With Solution 2 tight control over which architectural register gets used is lost and it's also incompatible with my current work.

I think Solution 1 is the way to go, but it does mean some rework is required. I'm actually mostly using inline asm to avoid the asm boilerplate around stuff like functions, but I'm also not a big fan of relying on bugs/undefined behaviour. While in the context of the upstreamed code only a couple files need to be changed to asm, for my development code and future work quite a bit more needs reworking, so yeah... I agree this is the best solution but I currently cannot invest the time.

Devin Matthews · Answer 2 · Fri Sep 10 2021 03:16:25 GMT+0800 (China Standard Time)

@jlinford why can't the compiler push the function arguments to the stack to save registers? (Actually, all of these already end up on the stack in order to be transferred to the ASM region).

Alternatively, if we change some of the ASM variables to "r" constraints, would that allow the compiler to re-use those registers?

Devin Matthews · Answer 3 · Fri Sep 10 2021 03:17:42 GMT+0800 (China Standard Time)

@jlinford FYI intrinsics are probably out because we have observed very poor instruction reordering in previous attempts (although these were x86_64).

Jeff Hammond · Answer 4 · Sat Sep 11 2021 01:23:14 GMT+0800 (China Standard Time)

@devinamatthews I assume that was an ICC-specific issue. Was it?

Devin Matthews · Answer 5 · Sat Sep 11 2021 01:25:47 GMT+0800 (China Standard Time)

I think it affected all of the compilers (gcc, clang, icc). Basically the problem is that when you unroll the inner loop, then all of the loads get moved to the beginning (presumably to cover the longest latency possible), whereas we need them sprinkled in the right places during the iterations. There's no way to tell the compiler that we know we will be loading from L1.

RuQing Xu · Answer 6 · Sun Sep 12 2021 23:12:06 GMT+0800 (China Standard Time)

In fact bli_gemm_armsve256_asm_d8x8.c is from a previous commit by Linaro Ltd.
It's currently of no use at all.

3/sup kernels are experimental kernels for skinny matrices, but not yet used by any config either.
Removing the 3 affected files would pass compilation.

RuQing Xu · Answer 7 · Sun Sep 12 2021 23:36:54 GMT+0800 (China Standard Time)

@devinamatthews :

Alternatively, if we change some of the ASM variables to "r" constraints, would that allow the compiler to re-use those registers?
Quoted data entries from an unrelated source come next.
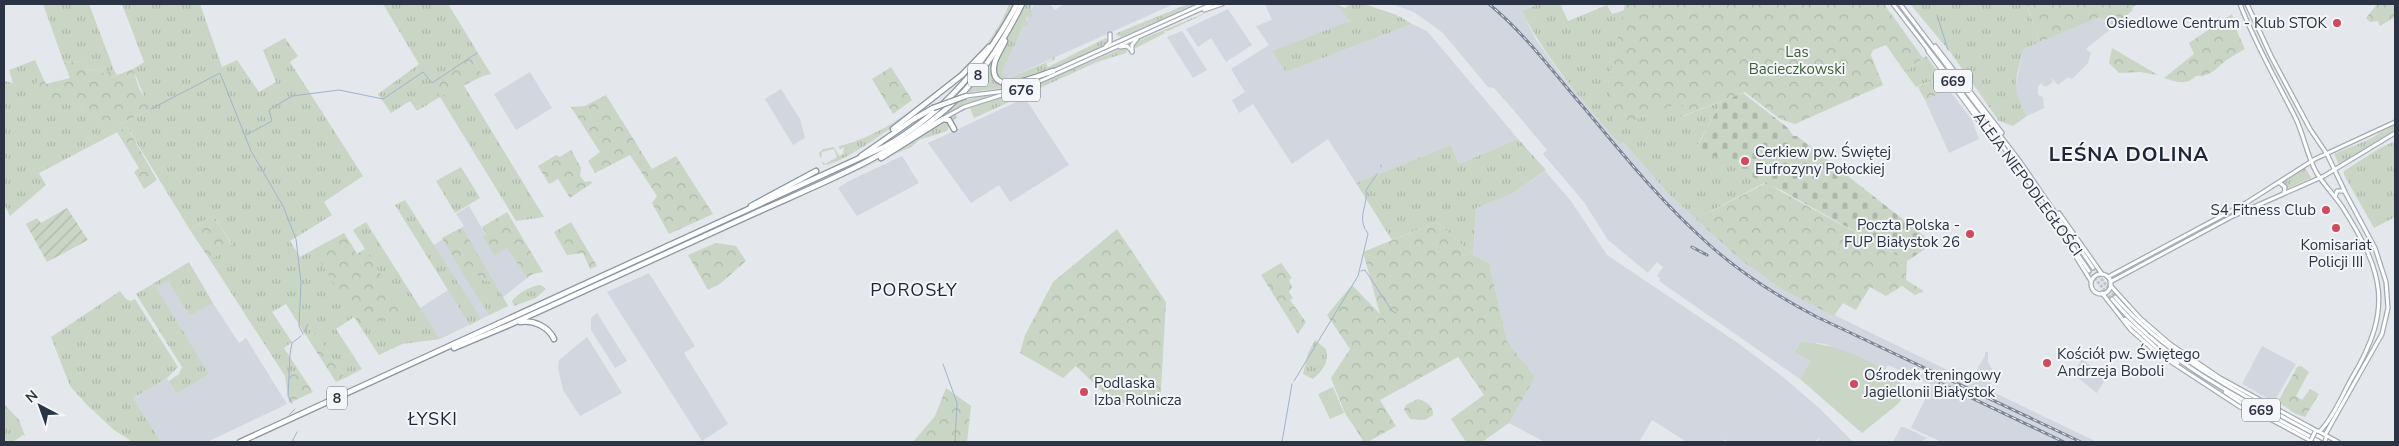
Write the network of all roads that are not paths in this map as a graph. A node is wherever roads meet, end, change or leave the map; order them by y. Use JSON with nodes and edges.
{"nodes":[{"id":1,"x":1017,"y":4,"type":"edge"},
{"id":2,"x":1022,"y":4,"type":"edge"},
{"id":3,"x":1202,"y":4,"type":"edge"},
{"id":4,"x":1212,"y":4,"type":"edge"},
{"id":5,"x":1222,"y":4,"type":"edge"},
{"id":6,"x":1893,"y":4,"type":"edge"},
{"id":7,"x":1900,"y":4,"type":"edge"},
{"id":8,"x":2240,"y":4,"type":"edge"},
{"id":9,"x":2247,"y":4,"type":"edge"},
{"id":10,"x":1193,"y":12,"type":"junction"},
{"id":11,"x":2254,"y":22,"type":"junction"},
{"id":12,"x":2248,"y":26,"type":"junction"},
{"id":13,"x":1010,"y":27,"type":"junction"},
{"id":14,"x":1920,"y":28,"type":"junction"},
{"id":15,"x":1002,"y":32,"type":"junction"},
{"id":16,"x":1916,"y":32,"type":"junction"},
{"id":17,"x":1139,"y":37,"type":"junction"},
{"id":18,"x":1124,"y":39,"type":"junction"},
{"id":19,"x":1117,"y":47,"type":"junction"},
{"id":20,"x":1103,"y":48,"type":"junction"},
{"id":21,"x":2271,"y":56,"type":"junction"},
{"id":22,"x":2265,"y":61,"type":"junction"},
{"id":23,"x":1054,"y":71,"type":"junction"},
{"id":24,"x":966,"y":96,"type":"joint"},
{"id":25,"x":2304,"y":117,"type":"junction"},
{"id":26,"x":2296,"y":120,"type":"junction"},
{"id":27,"x":938,"y":122,"type":"junction"},
{"id":28,"x":2395,"y":122,"type":"edge"},
{"id":29,"x":893,"y":128,"type":"dead end"},
{"id":30,"x":954,"y":129,"type":"dead end"},
{"id":31,"x":2310,"y":129,"type":"junction"},
{"id":32,"x":2002,"y":133,"type":"dead end"},
{"id":33,"x":2302,"y":133,"type":"junction"},
{"id":34,"x":2395,"y":133,"type":"edge"},
{"id":35,"x":1993,"y":140,"type":"dead end"},
{"id":36,"x":2327,"y":154,"type":"junction"},
{"id":37,"x":2312,"y":162,"type":"junction"},
{"id":38,"x":858,"y":166,"type":"junction"},
{"id":39,"x":842,"y":167,"type":"junction"},
{"id":40,"x":2334,"y":169,"type":"junction"},
{"id":41,"x":816,"y":171,"type":"dead end"},
{"id":42,"x":835,"y":174,"type":"junction"},
{"id":43,"x":2320,"y":177,"type":"junction"},
{"id":44,"x":815,"y":183,"type":"junction"},
{"id":45,"x":2278,"y":183,"type":"junction"},
{"id":46,"x":2344,"y":191,"type":"junction"},
{"id":47,"x":2283,"y":193,"type":"junction"},
{"id":48,"x":2335,"y":198,"type":"junction"},
{"id":49,"x":2048,"y":209,"type":"junction"},
{"id":50,"x":2229,"y":212,"type":"junction"},
{"id":51,"x":2231,"y":217,"type":"junction"},
{"id":52,"x":733,"y":218,"type":"junction"},
{"id":53,"x":2093,"y":268,"type":"junction"},
{"id":54,"x":2102,"y":274,"type":"junction"},
{"id":55,"x":2108,"y":277,"type":"junction"},
{"id":56,"x":2092,"y":281,"type":"junction"},
{"id":57,"x":2110,"y":284,"type":"junction"},
{"id":58,"x":2102,"y":293,"type":"junction"},
{"id":59,"x":2117,"y":312,"type":"junction"},
{"id":60,"x":2378,"y":315,"type":"junction"},
{"id":61,"x":2387,"y":318,"type":"junction"},
{"id":62,"x":508,"y":325,"type":"junction"},
{"id":63,"x":554,"y":339,"type":"dead end"},
{"id":64,"x":2170,"y":344,"type":"junction"},
{"id":65,"x":434,"y":354,"type":"junction"},
{"id":66,"x":2190,"y":370,"type":"junction"},
{"id":67,"x":2220,"y":381,"type":"junction"},
{"id":68,"x":2216,"y":385,"type":"junction"},
{"id":69,"x":2259,"y":413,"type":"junction"},
{"id":70,"x":2317,"y":431,"type":"junction"},
{"id":71,"x":2326,"y":438,"type":"edge"},
{"id":72,"x":2311,"y":441,"type":"edge"},
{"id":73,"x":240,"y":442,"type":"edge"},
{"id":74,"x":2320,"y":442,"type":"edge"},
{"id":75,"x":2329,"y":442,"type":"edge"},
{"id":76,"x":2338,"y":442,"type":"edge"}],
"edges":[{"from":1,"to":15,"type":"highway","number":"8"},
{"from":2,"to":13,"type":"highway","number":"8"},
{"from":3,"to":18,"type":"main road","number":"676"},
{"from":4,"to":10,"type":"main road","number":"676"},
{"from":5,"to":10,"type":"main road"},
{"from":6,"to":16,"type":"main road","name":"ALEJA NIEPODLEGŁOŚCI","number":"669"},
{"from":7,"to":14,"type":"main road","name":"ALEJA NIEPODLEGŁOŚCI","number":"669"},
{"from":8,"to":12,"type":"main road"},
{"from":9,"to":11,"type":"main road"},
{"from":10,"to":17,"type":"main road","number":"676"},
{"from":11,"to":12,"type":"main road"},
{"from":11,"to":21,"type":"main road"},
{"from":12,"to":22,"type":"main road"},
{"from":13,"to":23,"type":"highway"},
{"from":13,"to":38,"type":"highway","number":"8"},
{"from":14,"to":32,"type":"main road"},
{"from":14,"to":53,"type":"main road","name":"ALEJA NIEPODLEGŁOŚCI","number":"669"},
{"from":15,"to":29,"type":"highway"},
{"from":15,"to":39,"type":"highway","number":"8"},
{"from":16,"to":35,"type":"main road"},
{"from":16,"to":49,"type":"main road","name":"ALEJA NIEPODLEGŁOŚCI","number":"669"},
{"from":17,"to":19,"type":"main road","number":"676"},
{"from":17,"to":19,"type":"main road"},
{"from":18,"to":20,"type":"main road","number":"676"},
{"from":18,"to":20,"type":"main road"},
{"from":19,"to":27,"type":"main road","number":"676"},
{"from":20,"to":23,"type":"main road","number":"676"},
{"from":21,"to":22,"type":"main road"},
{"from":21,"to":25,"type":"main road"},
{"from":22,"to":26,"type":"main road"},
{"from":23,"to":24,"type":"main road","number":"676"},
{"from":24,"to":39,"type":"highway","bridge":true},
{"from":25,"to":26,"type":"main road"},
{"from":25,"to":31,"type":"main road"},
{"from":26,"to":33,"type":"main road"},
{"from":27,"to":30,"type":"highway"},
{"from":27,"to":38,"type":"highway"},
{"from":28,"to":36,"type":"main road"},
{"from":31,"to":33,"type":"main road"},
{"from":31,"to":36,"type":"main road"},
{"from":33,"to":37,"type":"main road"},
{"from":34,"to":40,"type":"main road"},
{"from":36,"to":37,"type":"main road"},
{"from":36,"to":40,"type":"main road"},
{"from":37,"to":43,"type":"main road"},
{"from":37,"to":45,"type":"main road"},
{"from":38,"to":42,"type":"highway","number":"8"},
{"from":39,"to":42,"type":"highway","number":"8"},
{"from":40,"to":43,"type":"main road"},
{"from":40,"to":46,"type":"main road"},
{"from":41,"to":52,"type":"highway"},
{"from":42,"to":44,"type":"highway","number":"8"},
{"from":43,"to":47,"type":"main road"},
{"from":43,"to":48,"type":"main road"},
{"from":44,"to":52,"type":"highway","number":"8"},
{"from":44,"to":62,"type":"highway","number":"8"},
{"from":45,"to":47,"type":"main road"},
{"from":45,"to":50,"type":"main road"},
{"from":46,"to":48,"type":"main road"},
{"from":46,"to":61,"type":"main road"},
{"from":47,"to":51,"type":"main road"},
{"from":48,"to":60,"type":"main road"},
{"from":49,"to":53,"type":"main road","name":"ALEJA NIEPODLEGŁOŚCI","number":"669"},
{"from":49,"to":56,"type":"main road"},
{"from":50,"to":51,"type":"main road"},
{"from":50,"to":55,"type":"main road"},
{"from":51,"to":57,"type":"main road"},
{"from":52,"to":65,"type":"highway","number":"8"},
{"from":53,"to":54,"type":"main road"},
{"from":54,"to":55,"type":"main road"},
{"from":54,"to":56,"type":"main road"},
{"from":55,"to":57,"type":"main road"},
{"from":56,"to":58,"type":"main road"},
{"from":57,"to":58,"type":"main road"},
{"from":57,"to":64,"type":"main road"},
{"from":58,"to":59,"type":"main road"},
{"from":59,"to":66,"type":"main road"},
{"from":59,"to":69,"type":"main road"},
{"from":60,"to":61,"type":"main road"},
{"from":60,"to":70,"type":"main road"},
{"from":61,"to":71,"type":"main road"},
{"from":62,"to":63,"type":"highway"},
{"from":62,"to":65,"type":"highway","number":"8"},
{"from":64,"to":67,"type":"main road"},
{"from":64,"to":70,"type":"main road"},
{"from":65,"to":73,"type":"highway","number":"8"},
{"from":66,"to":67,"type":"main road","number":"669"},
{"from":66,"to":68,"type":"main road","number":"669"},
{"from":67,"to":75,"type":"main road","number":"669"},
{"from":68,"to":69,"type":"main road"},
{"from":68,"to":74,"type":"main road","number":"669"},
{"from":69,"to":72,"type":"main road"},
{"from":70,"to":71,"type":"main road"},
{"from":70,"to":72,"type":"main road","bridge":true},
{"from":71,"to":76,"type":"main road"}]}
Does not seem to work with clang 12.0.5.
But we can set all input variables to "+r" and use them as usual GP registers in asm. i.e. instead of like:

ldr x0, %[a]
add x0, x0, x1
...
:: [a] "m" (a) : "x0", "x1"

we do:

add %[a], %[a], x1
...
: [a] "+r" (a) :: "x1"

For example, the bli_gemm_armsve256_asm_d8x8.c assembly of the problem, if we replace:

From	To
`x0`	`%[aaddr]`
`x1`	`%[baddr]`
`x2`	`%[caddr]`
`x3`	`%[a_next]`
`x4`	`%[b_next]`
`x5`	`%[k_iter]`
`x6`	`%[k_left]`
`x7`	`%[alpha]`
`x8`	`%[beta]`
`x9`	`%[cs_c]`
`x13`	`%[rs_c]`

and remove clobbering of x[0-9] and x13, compilation shall pass clang 12. Here's the file after replacement: bli_gemm_armsve256_asm_d8x8.c.zip

I guess this should be the most straightforward "Solution 3".

Devin Matthews · Answer 8 · Mon Sep 13 2021 00:19:28 GMT+0800 (China Standard Time)
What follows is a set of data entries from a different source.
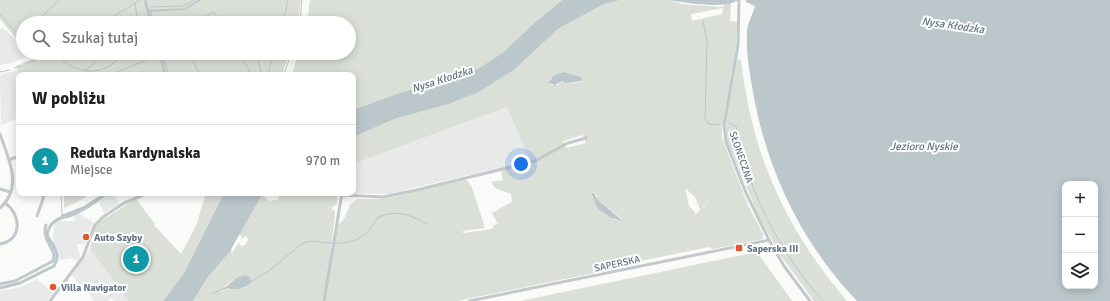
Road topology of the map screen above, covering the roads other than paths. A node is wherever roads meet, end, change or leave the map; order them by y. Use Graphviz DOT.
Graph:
graph roads {
  1 [pos="145,0"];
  2 [pos="200,0"];
  3 [pos="739,1"];
  4 [pos="148,11"];
  5 [pos="149,16"];
  6 [pos="162,60"];
  7 [pos="164,72"];
  8 [pos="0,134"];
  9 [pos="586,138"];
  10 [pos="16,157"];
  11 [pos="9,160"];
  12 [pos="0,189"];
  13 [pos="10,192"];
  14 [pos="356,195"];
  15 [pos="43,196"];
  16 [pos="141,196"];
  17 [pos="342,196"];
  18 [pos="5,204"];
  19 [pos="0,208"];
  20 [pos="37,216"];
  21 [pos="46,226"];
  22 [pos="769,240"];
  23 [pos="0,244"];
  24 [pos="0,284"];
  25 [pos="50,301"];
  26 [pos="324,301"];
  27 [pos="470,301"];
  28 [pos="810,301"];
  1 -- 4 [label="street"];
  2 -- 4 [label="street"];
  3 -- 22 [label="street, SŁONECZNA"];
  4 -- 5 [label="street"];
  6 -- 7 [label="street"];
  8 -- 11 [label="street"];
  9 -- 14 [label="street"];
  10 -- 11 [label="street"];
  11 -- 13 [label="street"];
  12 -- 13 [label="street"];
  13 -- 18 [label="street"];
  15 -- 20 [label="street"];
  16 -- 25 [label="street"];
  17 -- 26 [label="street"];
  18 -- 19 [label="street"];
  18 -- 23 [label="street"];
  21 -- 24 [label="street"];
  22 -- 27 [label="street, SAPERSKA"];
  22 -- 28 [label="street, SŁONECZNA"];
}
Yes, I like this solution. It still requires "baking in" the calling convention but AFAIK passing the first 8 args in registers is required on AArch64(?)

Devin Matthews · Answer 9 · Mon Sep 13 2021 00:20:37 GMT+0800 (China Standard Time)

Is passing args in x8, x9, and x13 standard?

RuQing Xu · Answer 10 · Mon Sep 13 2021 00:21:00 GMT+0800 (China Standard Time)

It's x0-x7 if I remember.

RuQing Xu · Answer 11 · Mon Sep 13 2021 00:23:13 GMT+0800 (China Standard Time)

I guess that regardless the calling convention, we can just ensure the num of clobbered x? + in/out params <= 31 and compiler should do its job. 🤔

Devin Matthews · Answer 12 · Mon Sep 13 2021 00:24:26 GMT+0800 (China Standard Time)

Oh I see, you don't actually require the above mapping from args to registers, you just put them in "some register" and remove the clobbers for the now-unused explicit registers. I guess the compiler may still insist on reserving a register for e.g. k even though it is only used as k_iter/k_left?

RuQing Xu · Answer 13 · Mon Sep 13 2021 00:27:46 GMT+0800 (China Standard Time)

Seems true for LLVM though it might be possible to infer that k is unused.

Devin Matthews · Answer 14 · Thu Sep 16 2021 01:57:33 GMT+0800 (China Standard Time)

@jlinford what do you think of the solution of using "+r" register constraints for the variables? @xrq-phys I think you have tested this and it works, right? We probably should have been passing args in registers all along except that sometimes we want to wait to load a variable until after the AB product accumulation.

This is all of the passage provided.